Ernst & Young, referring to the proposal that share scheme dividends to employees be deductible for paying company dividend and taxable for employees, commented that it would be problematic if such dividends were to be declared by Johannesburg Stock Exchange-listed or foreign entities to employees of underlying South African group companies. Employers should qualify for a deduction to address the concern.

The draft law proposed relief from transfer pricing for South African taxpayers that advanced loans to offshore companies. The loan must have a term of at least 30 years and should not have preference over any other debts. The rules were too narrow and would apply only in very rare circumstances

As to acquisition debt, the proposal under Section 23N curtailed interest deduction on loans advanced by tax-exempt entities (e.g. foreign companies) to local South African entities to fund the acquisition of South African businesses. Ernst & Young commented that the 1 July effective date was problematic and should be adjusted so as not to be retrospective. Also, interest disallowed in South Africa in terms of the proposed rule, would, in many instances, still be taxable at comparable rates in the foreign investor’s jurisdiction, effectively resulting in double taxation.

The cross-border interest proposal provided more general limitation on deductions claimed by South African companies on interest paid to exempt related persons (e.g. foreign group companies). A formula had been applied to limit the deduction, with disallowed deductions allowed to be carried forward for 10 years. Ernst & Young submitted that the 10-year period was not appropriate for long-term capital projects. The period should be extended to 20 years. Interest disallowed in South Africa in terms of the proposed rule, would, in many instances, still be taxable at comparable rates in the foreign investor’s jurisdiction, effectively resulting in double tax.

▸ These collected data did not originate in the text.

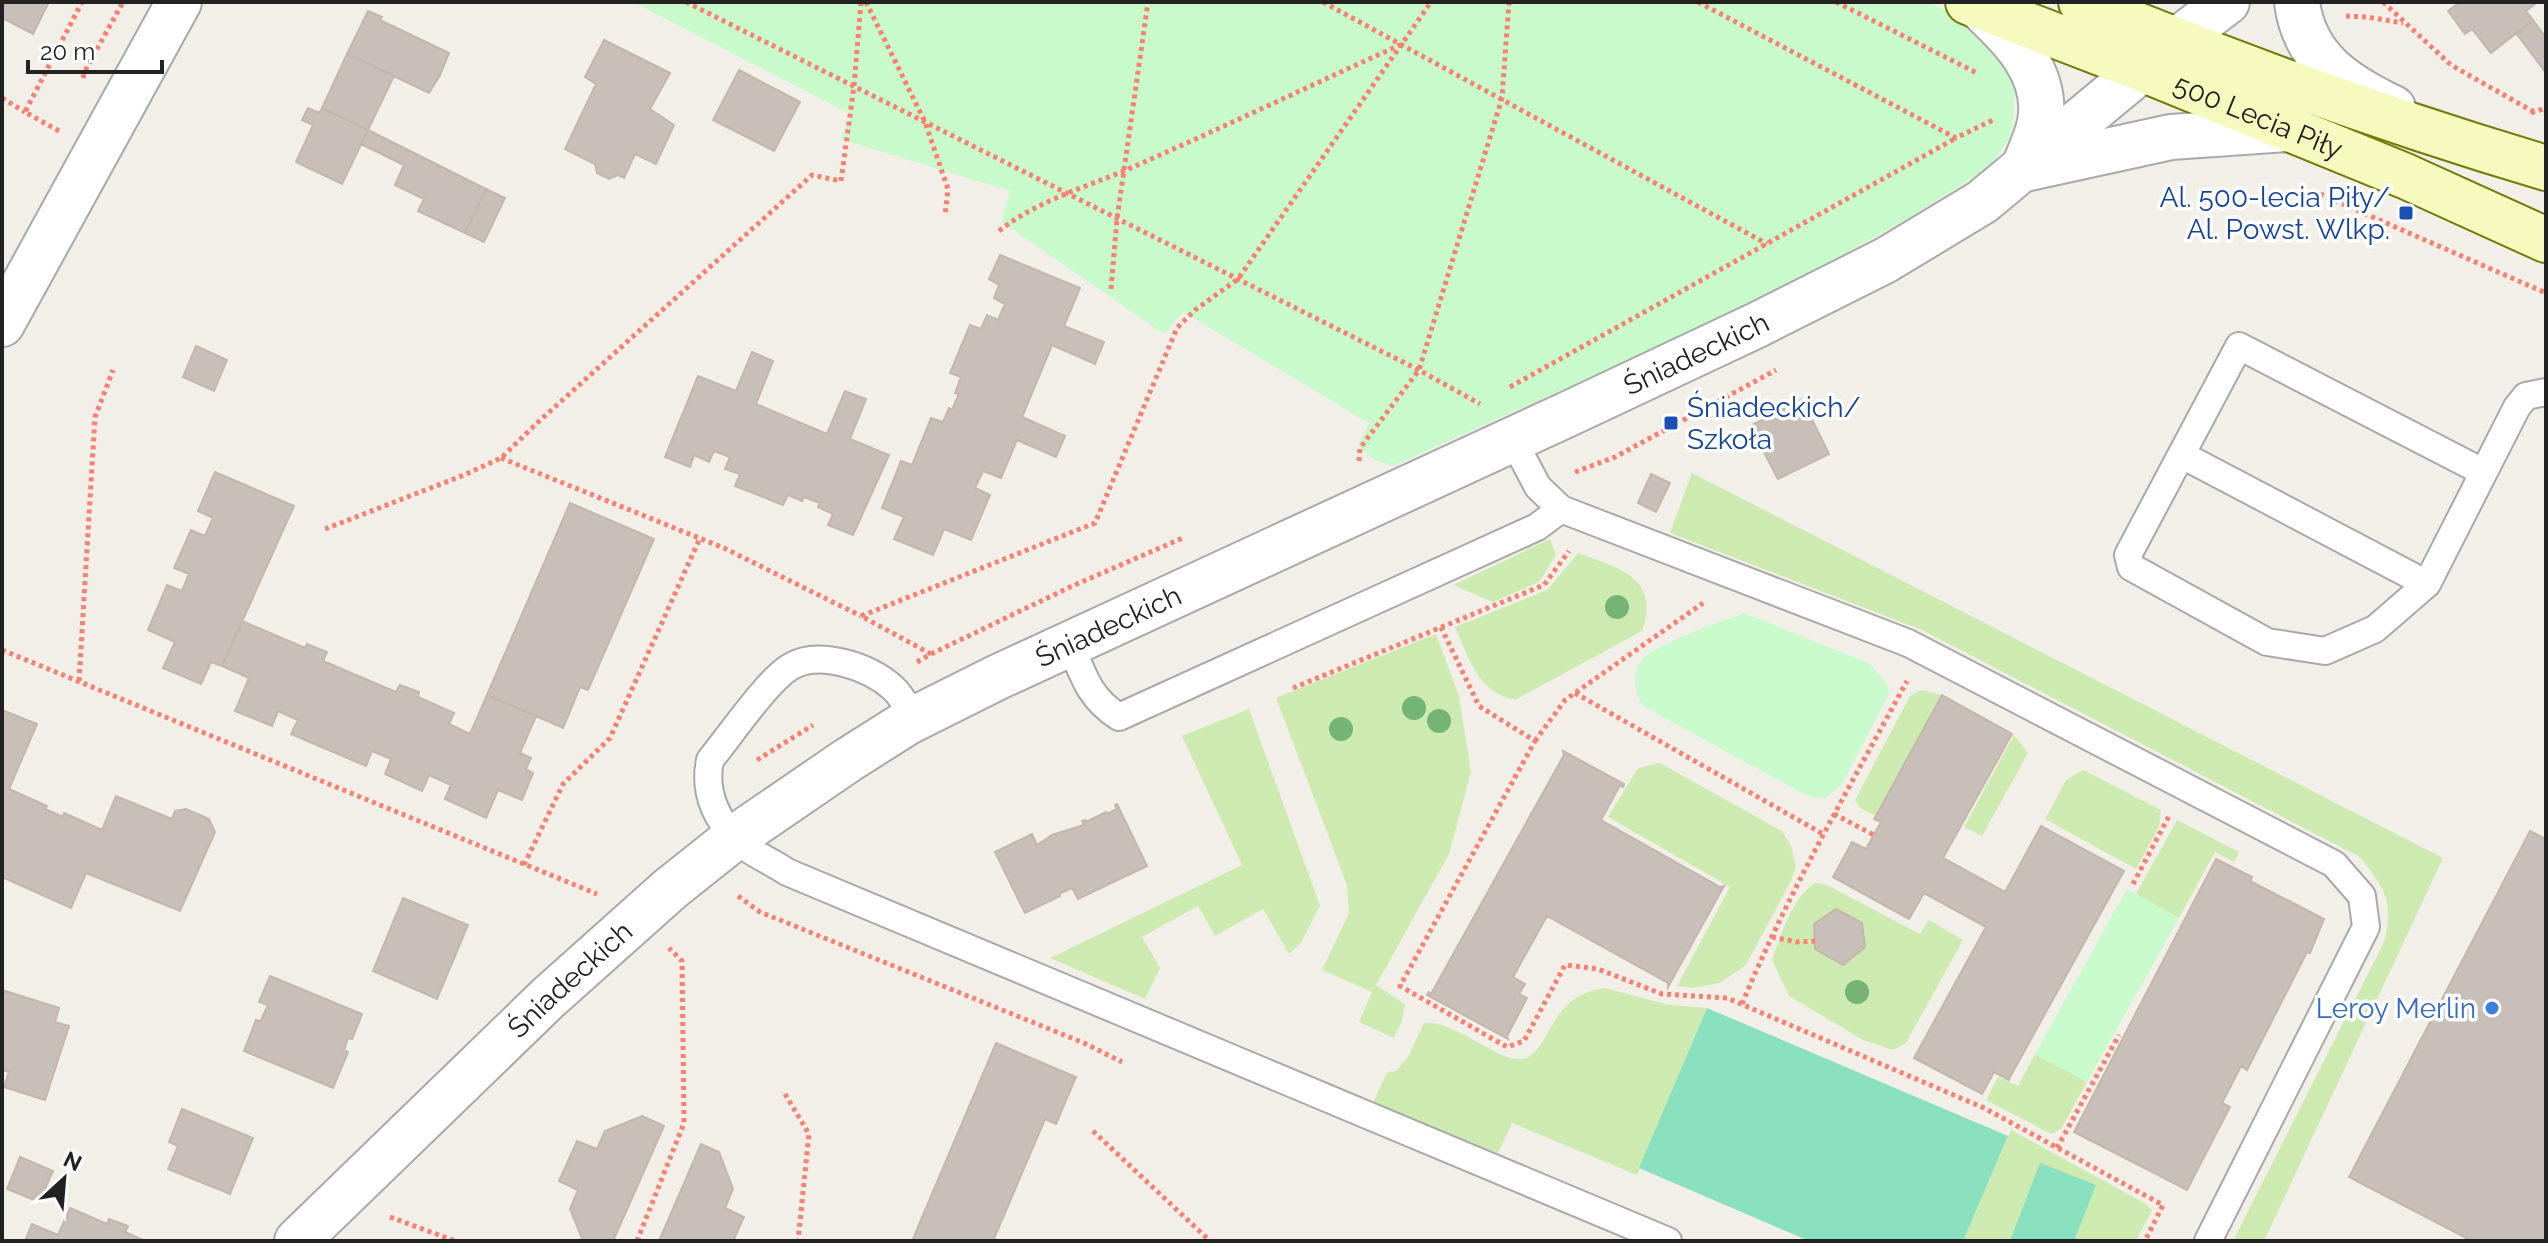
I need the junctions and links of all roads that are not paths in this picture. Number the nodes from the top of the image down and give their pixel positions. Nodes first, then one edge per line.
1 (179, 2) edge
2 (2081, 2) edge
3 (2227, 2) edge
4 (2297, 2) edge
5 (1973, 4) edge
6 (2176, 41) junction
7 (2142, 69) junction
8 (2289, 129) junction
9 (2471, 146) junction
10 (2546, 168) edge
11 (2023, 169) junction
12 (2546, 240) edge
13 (2, 324) edge
14 (2546, 392) edge
15 (1513, 440) junction
16 (2182, 455) junction
17 (2483, 472) junction
18 (1561, 509) junction
19 (2427, 584) junction
20 (1070, 643) junction
21 (914, 719) junction
22 (734, 838) junction
23 (297, 1241) edge
24 (1668, 1241) edge
25 (2208, 1241) edge

1 - 13 street
2 - 6 street, 500 Lecia Piły
3 - 6 street, Śniadeckich
4 - 9 street
5 - 7 street, 500 Lecia Piły
5 - 11 street
6 - 7 street, Śniadeckich
6 - 9 street, 500 Lecia Piły
7 - 8 street, 500 Lecia Piły
7 - 11 street, Śniadeckich
8 - 11 street, Śniadeckich
8 - 12 street, 500 Lecia Piły
9 - 10 street, 500 Lecia Piły
11 - 15 street, Śniadeckich
14 - 17 lane
15 - 18 lane
15 - 20 street, Śniadeckich
16 - 17 lane
16 - 19 lane
16 - 19 lane
17 - 19 lane
18 - 20 lane
18 - 25 lane
20 - 21 street, Śniadeckich
21 - 22 street, Śniadeckich
21 - 22 lane
22 - 23 street, Śniadeckich
22 - 24 lane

The legislation proposed that distributions by non-property collective investment schemes should be taxable in the hands of investors, unless distribution was a local South African dividend distributed by collective investment schemes within 12 months, in which case the dividend should retain its nature and an exemption should apply. Ernst & Young commented that the provision should be expanded to include similar treatment for interest and foreign dividend distributions, so that investors might be able to access the exemptions otherwise available in respect of these investment income types.

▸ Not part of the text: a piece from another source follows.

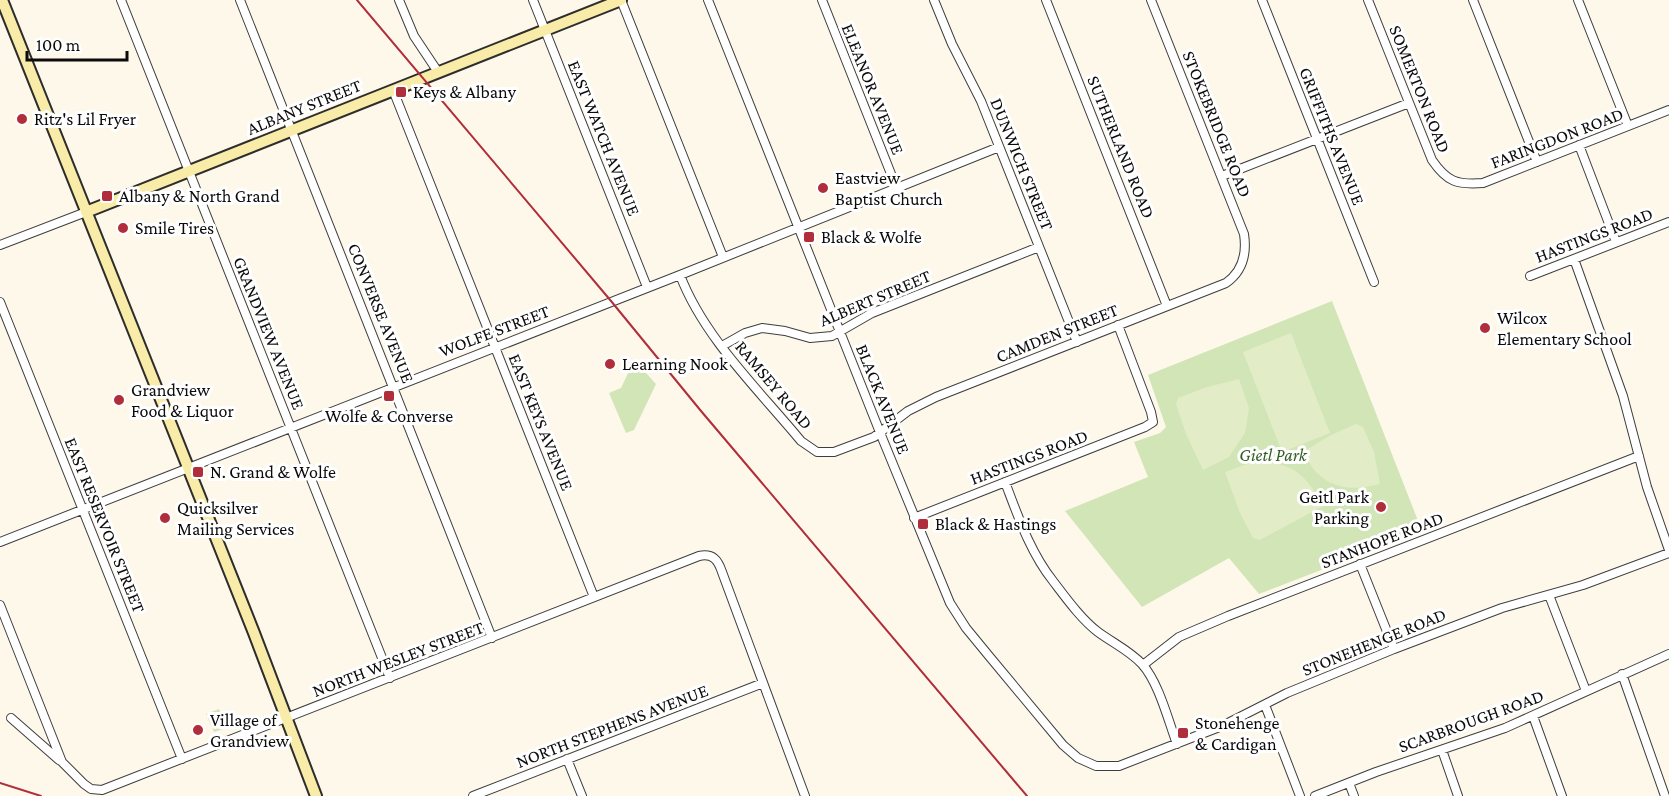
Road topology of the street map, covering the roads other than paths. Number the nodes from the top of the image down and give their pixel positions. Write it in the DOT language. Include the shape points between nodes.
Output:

Ernst & Young had various issues with the proposed refinements to the research and development incentive which ranged from the Department of Science and Technology’s approval process being too subjective and open to perceptions of bias to the 1 October 2012 effective date being too problematic for existing approvals and needed to be amended to a future date.

Regarding the proposal to withhold tax at a rate of 15% on cross-border services fees, Ernst & Young recommended that payments to foreign employees in South Africa not be subjected to withholding tax on services where the initial fee for the use of the employees was subjected to withholding tax.

Ernst & Young was concerned about the draft proposal that voluntary registration would be allowed for enterprises with R5 million of expenditure or a contractual commitment to incur this expenditure and value-added tax refunds would be fully accessible under this registration type. It felt that the R5 million capital investment did not allow for a situation where the taxpayer incurred a series of minor expenses over several years that initially failed to reach the R5 million threshold (via a single upfront commitment)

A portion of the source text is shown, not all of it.